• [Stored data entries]
--------------------

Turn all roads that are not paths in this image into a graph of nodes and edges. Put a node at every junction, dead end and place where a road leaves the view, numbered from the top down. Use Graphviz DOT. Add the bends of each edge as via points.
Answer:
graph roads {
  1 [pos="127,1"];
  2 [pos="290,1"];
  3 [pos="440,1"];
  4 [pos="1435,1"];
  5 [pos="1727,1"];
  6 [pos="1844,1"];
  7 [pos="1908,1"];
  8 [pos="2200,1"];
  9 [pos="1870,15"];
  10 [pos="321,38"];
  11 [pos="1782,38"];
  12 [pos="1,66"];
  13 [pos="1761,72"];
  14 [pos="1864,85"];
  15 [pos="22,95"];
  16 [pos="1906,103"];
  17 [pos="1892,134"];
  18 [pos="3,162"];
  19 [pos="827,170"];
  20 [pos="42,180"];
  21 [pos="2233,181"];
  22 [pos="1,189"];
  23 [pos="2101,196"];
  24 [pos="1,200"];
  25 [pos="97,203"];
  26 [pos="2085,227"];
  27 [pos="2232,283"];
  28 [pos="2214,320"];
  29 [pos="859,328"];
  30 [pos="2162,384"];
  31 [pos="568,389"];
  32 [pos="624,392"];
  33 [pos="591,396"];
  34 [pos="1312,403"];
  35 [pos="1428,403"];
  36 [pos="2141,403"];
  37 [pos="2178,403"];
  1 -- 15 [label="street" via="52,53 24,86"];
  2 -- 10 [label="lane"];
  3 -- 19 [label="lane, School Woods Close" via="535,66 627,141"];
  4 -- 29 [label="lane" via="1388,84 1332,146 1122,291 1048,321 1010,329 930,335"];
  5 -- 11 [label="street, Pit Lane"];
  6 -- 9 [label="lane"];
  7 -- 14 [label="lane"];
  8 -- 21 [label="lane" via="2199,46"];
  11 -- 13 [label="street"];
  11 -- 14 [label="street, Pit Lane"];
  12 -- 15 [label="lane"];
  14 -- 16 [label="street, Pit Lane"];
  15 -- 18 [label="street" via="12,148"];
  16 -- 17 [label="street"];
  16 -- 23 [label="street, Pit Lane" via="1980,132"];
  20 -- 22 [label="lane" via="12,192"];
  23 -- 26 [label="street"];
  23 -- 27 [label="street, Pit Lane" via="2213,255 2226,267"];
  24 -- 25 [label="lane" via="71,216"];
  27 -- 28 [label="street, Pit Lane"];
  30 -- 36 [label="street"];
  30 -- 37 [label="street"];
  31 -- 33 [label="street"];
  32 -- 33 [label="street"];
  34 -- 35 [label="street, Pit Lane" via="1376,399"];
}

--------------------

• [Task objective]
Copy every line above without changes.

• [Task output]
Turn all roads that are not paths in this image into a graph of nodes and edges. Put a node at every junction, dead end and place where a road leaves the view, numbered from the top down. Use Graphviz DOT. Add the bends of each edge as via points.
Answer:
graph roads {
  1 [pos="127,1"];
  2 [pos="290,1"];
  3 [pos="440,1"];
  4 [pos="1435,1"];
  5 [pos="1727,1"];
  6 [pos="1844,1"];
  7 [pos="1908,1"];
  8 [pos="2200,1"];
  9 [pos="1870,15"];
  10 [pos="321,38"];
  11 [pos="1782,38"];
  12 [pos="1,66"];
  13 [pos="1761,72"];
  14 [pos="1864,85"];
  15 [pos="22,95"];
  16 [pos="1906,103"];
  17 [pos="1892,134"];
  18 [pos="3,162"];
  19 [pos="827,170"];
  20 [pos="42,180"];
  21 [pos="2233,181"];
  22 [pos="1,189"];
  23 [pos="2101,196"];
  24 [pos="1,200"];
  25 [pos="97,203"];
  26 [pos="2085,227"];
  27 [pos="2232,283"];
  28 [pos="2214,320"];
  29 [pos="859,328"];
  30 [pos="2162,384"];
  31 [pos="568,389"];
  32 [pos="624,392"];
  33 [pos="591,396"];
  34 [pos="1312,403"];
  35 [pos="1428,403"];
  36 [pos="2141,403"];
  37 [pos="2178,403"];
  1 -- 15 [label="street" via="52,53 24,86"];
  2 -- 10 [label="lane"];
  3 -- 19 [label="lane, School Woods Close" via="535,66 627,141"];
  4 -- 29 [label="lane" via="1388,84 1332,146 1122,291 1048,321 1010,329 930,335"];
  5 -- 11 [label="street, Pit Lane"];
  6 -- 9 [label="lane"];
  7 -- 14 [label="lane"];
  8 -- 21 [label="lane" via="2199,46"];
  11 -- 13 [label="street"];
  11 -- 14 [label="street, Pit Lane"];
  12 -- 15 [label="lane"];
  14 -- 16 [label="street, Pit Lane"];
  15 -- 18 [label="street" via="12,148"];
  16 -- 17 [label="street"];
  16 -- 23 [label="street, Pit Lane" via="1980,132"];
  20 -- 22 [label="lane" via="12,192"];
  23 -- 26 [label="street"];
  23 -- 27 [label="street, Pit Lane" via="2213,255 2226,267"];
  24 -- 25 [label="lane" via="71,216"];
  27 -- 28 [label="street, Pit Lane"];
  30 -- 36 [label="street"];
  30 -- 37 [label="street"];
  31 -- 33 [label="street"];
  32 -- 33 [label="street"];
  34 -- 35 [label="street, Pit Lane" via="1376,399"];
}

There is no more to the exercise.